(Saved data entries)
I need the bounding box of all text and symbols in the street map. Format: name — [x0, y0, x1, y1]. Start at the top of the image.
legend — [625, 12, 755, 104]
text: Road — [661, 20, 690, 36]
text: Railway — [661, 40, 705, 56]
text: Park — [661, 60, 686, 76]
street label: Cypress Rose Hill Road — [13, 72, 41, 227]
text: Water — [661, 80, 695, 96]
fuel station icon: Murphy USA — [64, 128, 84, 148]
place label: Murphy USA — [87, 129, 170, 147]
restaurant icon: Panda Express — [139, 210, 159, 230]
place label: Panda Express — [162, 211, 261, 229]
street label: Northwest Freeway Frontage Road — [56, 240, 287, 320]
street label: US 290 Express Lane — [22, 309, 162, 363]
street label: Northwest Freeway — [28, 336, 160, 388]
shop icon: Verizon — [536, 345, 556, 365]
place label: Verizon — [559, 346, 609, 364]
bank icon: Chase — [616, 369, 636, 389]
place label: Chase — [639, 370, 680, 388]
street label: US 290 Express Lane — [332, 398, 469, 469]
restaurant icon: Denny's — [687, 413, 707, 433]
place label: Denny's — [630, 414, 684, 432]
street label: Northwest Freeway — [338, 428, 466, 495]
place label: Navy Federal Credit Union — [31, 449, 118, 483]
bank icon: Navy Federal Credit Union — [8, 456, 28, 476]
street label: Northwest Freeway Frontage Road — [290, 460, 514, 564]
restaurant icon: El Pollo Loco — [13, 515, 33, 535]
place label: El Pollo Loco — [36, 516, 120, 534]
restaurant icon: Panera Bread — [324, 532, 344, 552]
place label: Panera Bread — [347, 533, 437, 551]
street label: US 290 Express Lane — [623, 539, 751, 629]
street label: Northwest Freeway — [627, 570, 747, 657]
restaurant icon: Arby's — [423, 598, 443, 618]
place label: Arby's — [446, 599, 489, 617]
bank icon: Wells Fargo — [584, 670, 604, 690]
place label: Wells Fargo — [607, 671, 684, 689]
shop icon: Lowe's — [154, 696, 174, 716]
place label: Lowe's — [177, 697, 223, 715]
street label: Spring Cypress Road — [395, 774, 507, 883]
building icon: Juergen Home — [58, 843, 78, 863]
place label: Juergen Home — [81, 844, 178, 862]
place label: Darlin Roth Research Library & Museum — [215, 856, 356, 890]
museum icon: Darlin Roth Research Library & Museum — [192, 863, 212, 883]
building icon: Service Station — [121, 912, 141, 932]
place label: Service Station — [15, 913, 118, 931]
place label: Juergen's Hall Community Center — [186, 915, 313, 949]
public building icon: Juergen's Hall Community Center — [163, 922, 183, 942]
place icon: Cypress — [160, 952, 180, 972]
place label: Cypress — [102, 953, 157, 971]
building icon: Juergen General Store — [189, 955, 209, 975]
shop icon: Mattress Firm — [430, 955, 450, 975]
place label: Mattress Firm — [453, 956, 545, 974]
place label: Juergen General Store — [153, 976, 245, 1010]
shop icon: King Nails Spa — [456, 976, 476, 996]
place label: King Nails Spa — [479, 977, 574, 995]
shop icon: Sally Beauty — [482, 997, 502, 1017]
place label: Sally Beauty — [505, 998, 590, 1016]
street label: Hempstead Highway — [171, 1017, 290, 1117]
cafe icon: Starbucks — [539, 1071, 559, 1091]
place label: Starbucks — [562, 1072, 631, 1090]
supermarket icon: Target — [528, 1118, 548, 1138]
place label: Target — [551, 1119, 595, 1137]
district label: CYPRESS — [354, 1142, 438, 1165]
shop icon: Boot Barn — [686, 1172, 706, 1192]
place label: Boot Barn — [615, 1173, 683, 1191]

==

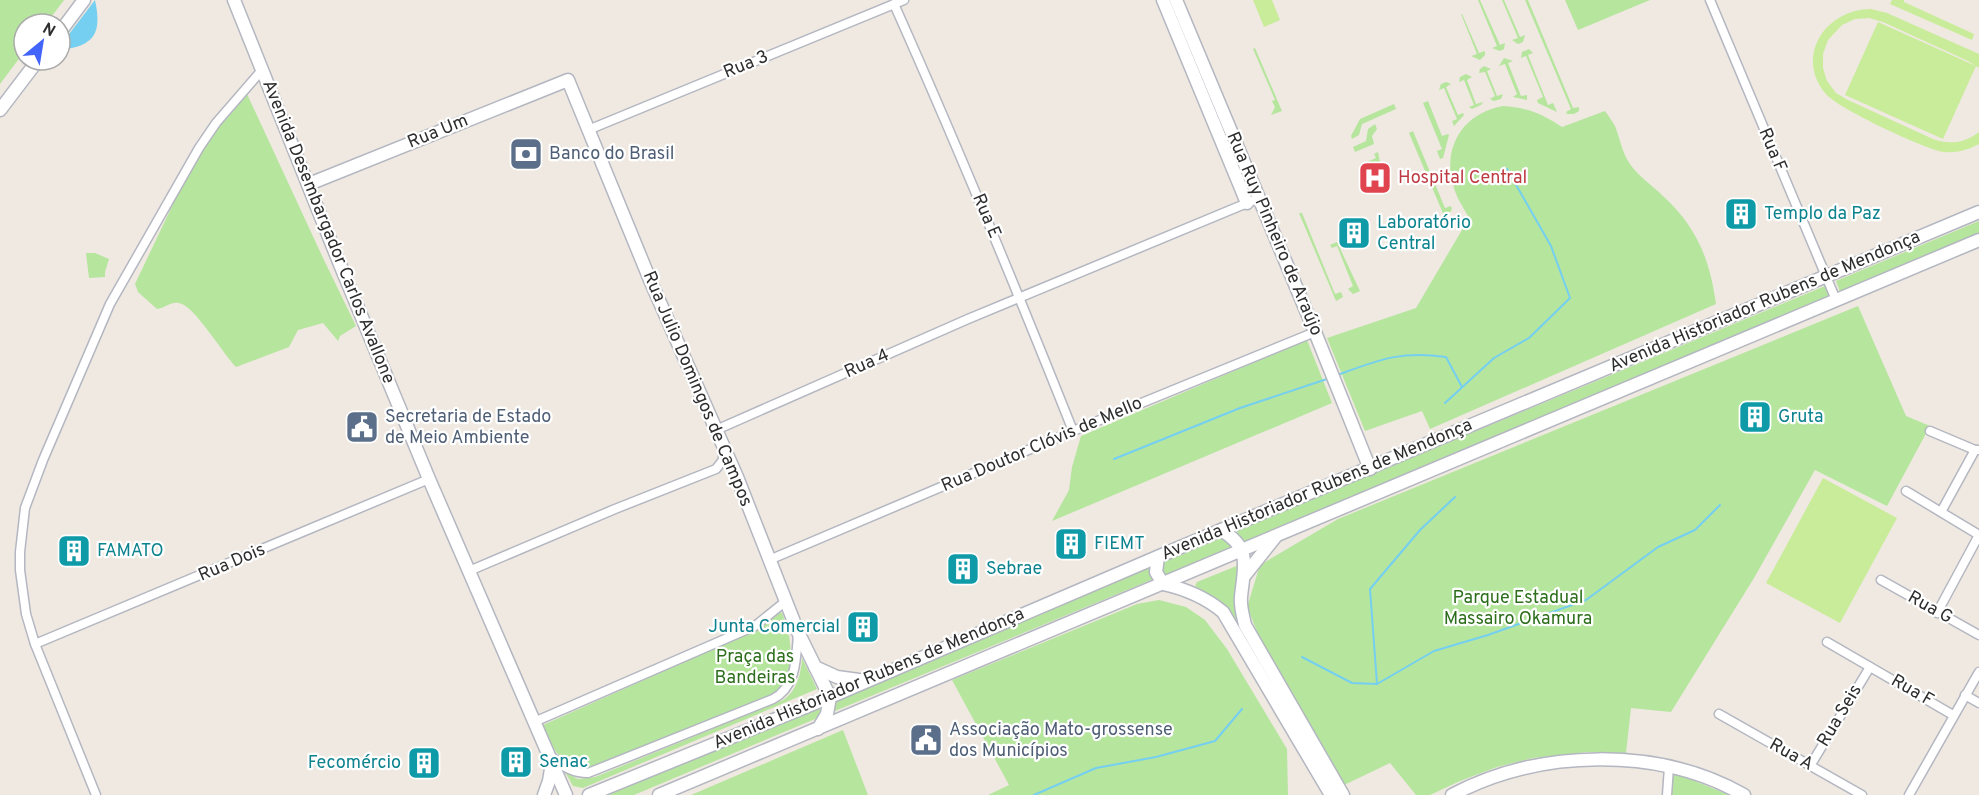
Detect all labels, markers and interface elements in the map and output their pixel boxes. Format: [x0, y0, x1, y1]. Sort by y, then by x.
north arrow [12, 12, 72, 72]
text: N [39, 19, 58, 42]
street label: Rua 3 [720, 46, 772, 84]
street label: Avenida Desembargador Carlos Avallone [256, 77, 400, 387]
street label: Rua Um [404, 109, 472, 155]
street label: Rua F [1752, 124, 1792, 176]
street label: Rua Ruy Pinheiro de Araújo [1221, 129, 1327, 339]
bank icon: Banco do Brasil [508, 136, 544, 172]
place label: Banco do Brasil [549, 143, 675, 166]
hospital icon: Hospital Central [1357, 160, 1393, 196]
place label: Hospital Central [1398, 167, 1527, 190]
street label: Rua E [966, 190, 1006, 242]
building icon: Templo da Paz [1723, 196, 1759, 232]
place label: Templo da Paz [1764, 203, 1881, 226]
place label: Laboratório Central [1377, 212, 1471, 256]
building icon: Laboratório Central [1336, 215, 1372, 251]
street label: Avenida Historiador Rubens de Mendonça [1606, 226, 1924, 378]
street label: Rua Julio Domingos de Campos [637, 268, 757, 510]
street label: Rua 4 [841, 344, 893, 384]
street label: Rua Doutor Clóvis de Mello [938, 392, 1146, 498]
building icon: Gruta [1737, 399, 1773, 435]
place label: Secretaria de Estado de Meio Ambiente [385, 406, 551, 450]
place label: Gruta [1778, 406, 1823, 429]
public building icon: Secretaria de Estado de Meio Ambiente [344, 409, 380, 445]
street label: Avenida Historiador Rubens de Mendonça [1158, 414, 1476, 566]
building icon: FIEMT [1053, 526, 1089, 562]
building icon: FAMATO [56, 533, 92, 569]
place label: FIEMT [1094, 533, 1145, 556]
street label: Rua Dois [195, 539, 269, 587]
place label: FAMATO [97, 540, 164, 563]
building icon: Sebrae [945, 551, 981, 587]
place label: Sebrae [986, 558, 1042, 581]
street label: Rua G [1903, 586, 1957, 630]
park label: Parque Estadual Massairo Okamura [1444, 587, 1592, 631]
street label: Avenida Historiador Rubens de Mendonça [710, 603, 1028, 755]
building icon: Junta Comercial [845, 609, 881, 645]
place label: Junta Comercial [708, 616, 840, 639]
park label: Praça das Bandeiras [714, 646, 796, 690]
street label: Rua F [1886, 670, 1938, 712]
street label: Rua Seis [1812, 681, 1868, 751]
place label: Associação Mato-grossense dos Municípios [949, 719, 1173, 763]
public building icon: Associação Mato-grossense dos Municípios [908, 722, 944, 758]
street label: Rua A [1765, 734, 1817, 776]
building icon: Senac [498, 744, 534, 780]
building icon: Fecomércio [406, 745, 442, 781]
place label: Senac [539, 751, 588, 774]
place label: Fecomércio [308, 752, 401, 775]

==

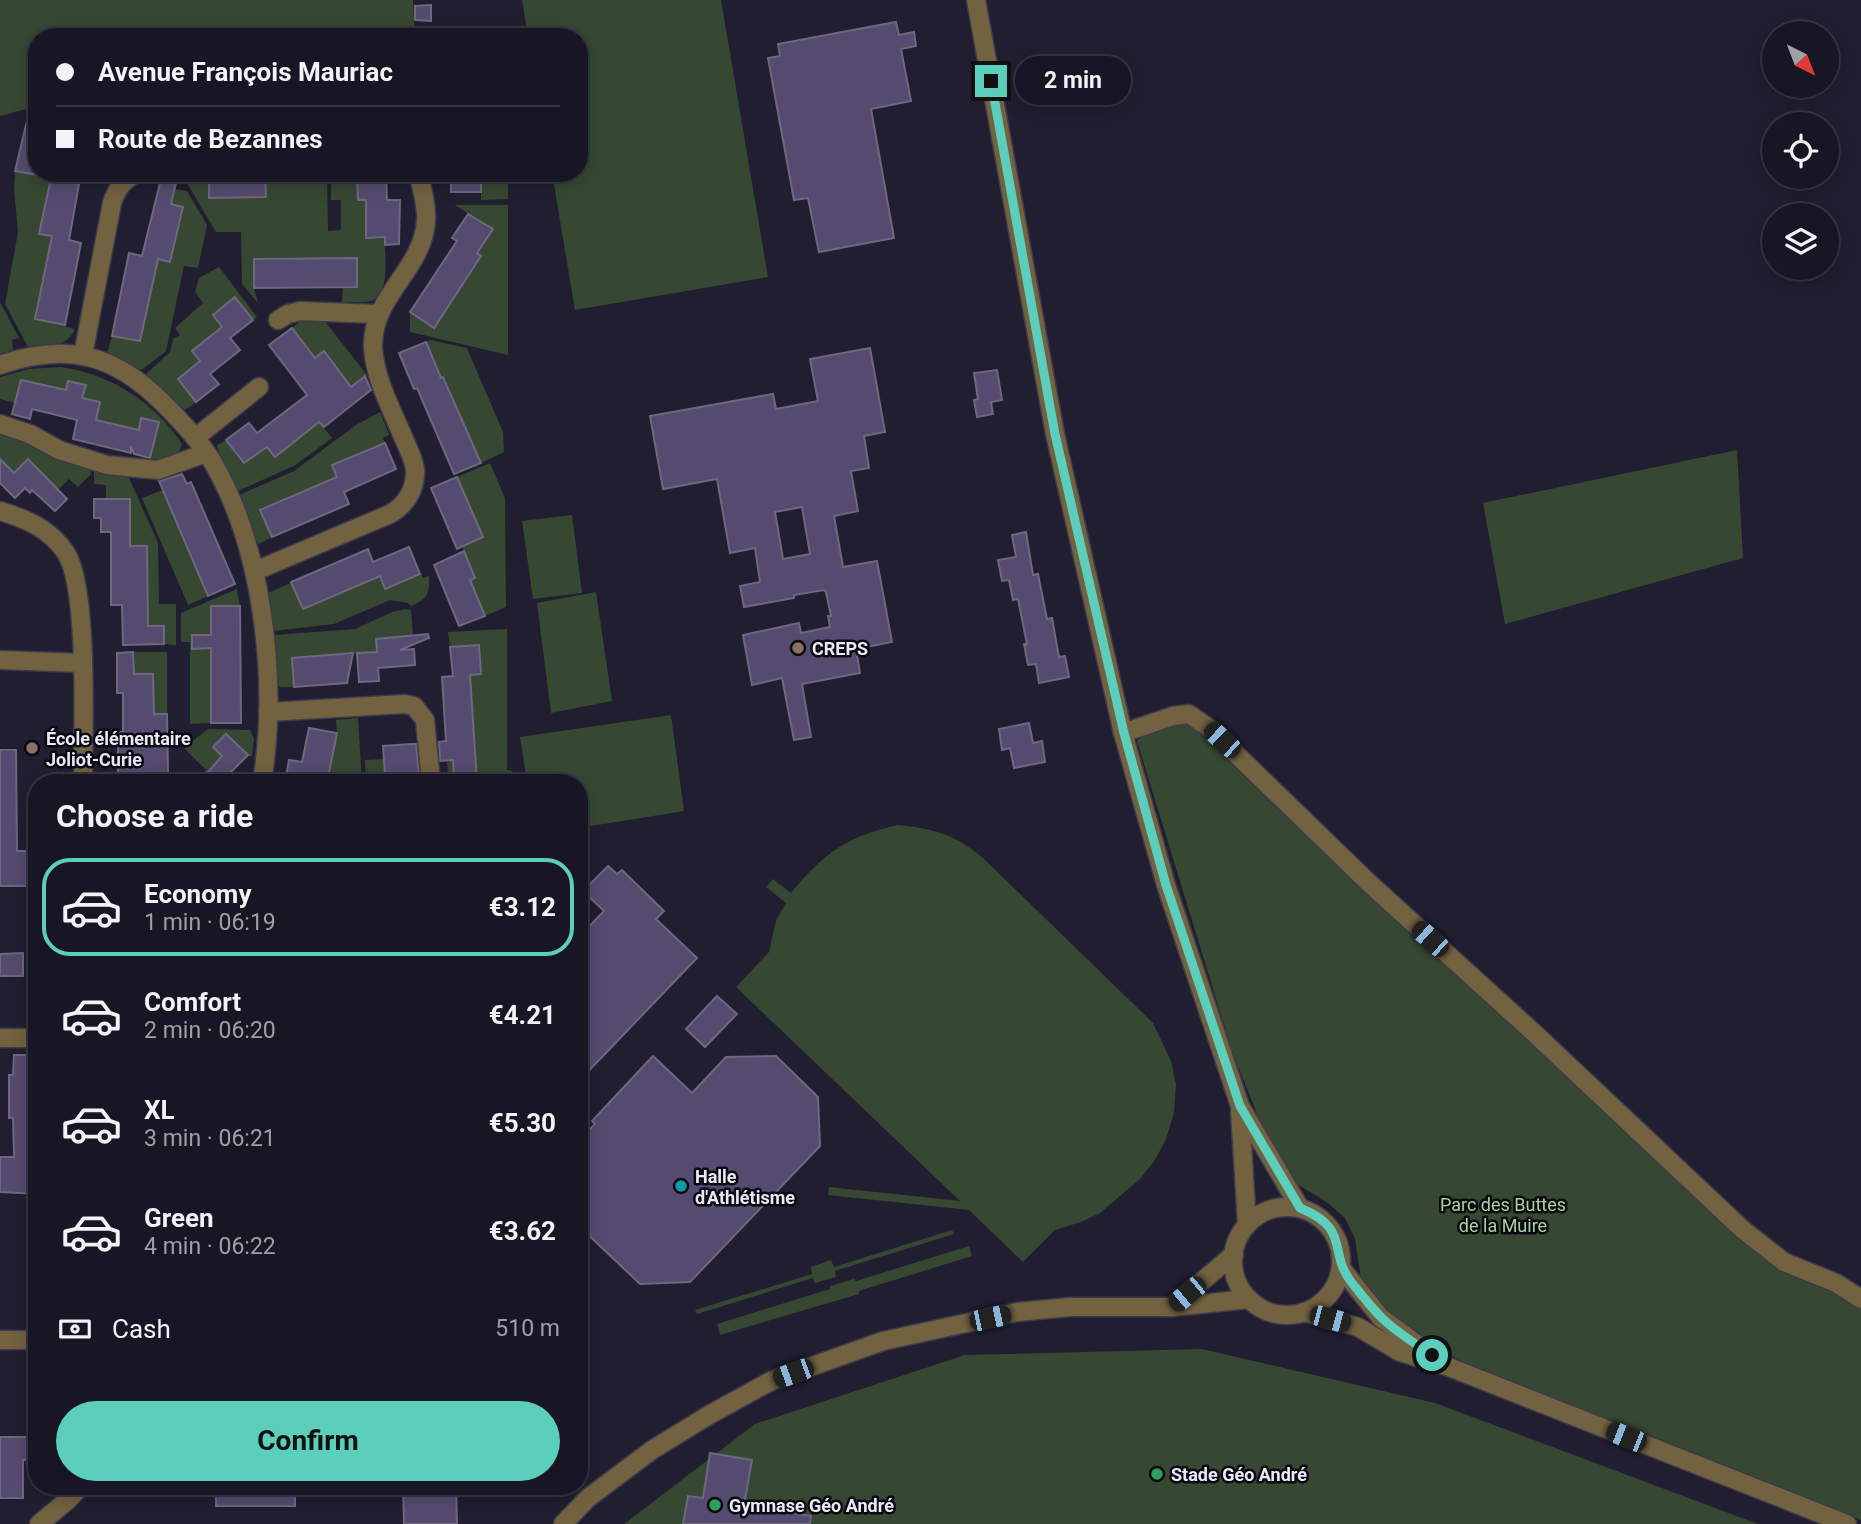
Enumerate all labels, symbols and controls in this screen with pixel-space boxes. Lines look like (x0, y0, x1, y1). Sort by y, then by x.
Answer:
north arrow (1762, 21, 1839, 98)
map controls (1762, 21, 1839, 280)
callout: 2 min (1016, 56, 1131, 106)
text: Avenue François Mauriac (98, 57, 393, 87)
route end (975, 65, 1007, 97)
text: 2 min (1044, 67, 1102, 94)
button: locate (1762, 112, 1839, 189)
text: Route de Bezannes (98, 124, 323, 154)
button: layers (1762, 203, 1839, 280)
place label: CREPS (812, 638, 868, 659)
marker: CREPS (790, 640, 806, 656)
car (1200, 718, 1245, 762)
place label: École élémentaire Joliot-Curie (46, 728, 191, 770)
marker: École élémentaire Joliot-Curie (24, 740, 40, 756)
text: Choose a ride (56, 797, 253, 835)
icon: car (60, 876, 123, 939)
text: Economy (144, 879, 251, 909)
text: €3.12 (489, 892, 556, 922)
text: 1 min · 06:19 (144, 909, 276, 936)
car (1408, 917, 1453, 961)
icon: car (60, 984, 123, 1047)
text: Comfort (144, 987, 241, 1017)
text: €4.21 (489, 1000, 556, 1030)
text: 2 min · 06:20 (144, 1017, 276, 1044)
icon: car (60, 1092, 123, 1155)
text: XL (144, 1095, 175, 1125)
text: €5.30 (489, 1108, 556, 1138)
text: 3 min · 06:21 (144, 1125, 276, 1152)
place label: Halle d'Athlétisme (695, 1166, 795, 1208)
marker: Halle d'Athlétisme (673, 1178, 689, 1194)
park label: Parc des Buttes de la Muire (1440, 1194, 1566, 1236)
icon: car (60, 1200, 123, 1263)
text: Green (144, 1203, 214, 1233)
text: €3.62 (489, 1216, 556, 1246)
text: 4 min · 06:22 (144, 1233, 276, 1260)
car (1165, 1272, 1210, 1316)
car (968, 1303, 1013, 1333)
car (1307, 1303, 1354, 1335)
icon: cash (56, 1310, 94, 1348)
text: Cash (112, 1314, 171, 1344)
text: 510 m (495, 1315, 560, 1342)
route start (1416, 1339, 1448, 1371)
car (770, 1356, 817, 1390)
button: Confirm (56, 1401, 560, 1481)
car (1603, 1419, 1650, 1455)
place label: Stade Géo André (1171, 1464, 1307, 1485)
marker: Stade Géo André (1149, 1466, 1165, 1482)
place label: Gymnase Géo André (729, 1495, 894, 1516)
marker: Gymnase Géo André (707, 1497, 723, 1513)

* **Aim of the exercise**
All lines in the records above that contain "André" are to be reported.

* **Task result**
place label: Stade Géo André (1171, 1464, 1307, 1485)
marker: Stade Géo André (1149, 1466, 1165, 1482)
place label: Gymnase Géo André (729, 1495, 894, 1516)
marker: Gymnase Géo André (707, 1497, 723, 1513)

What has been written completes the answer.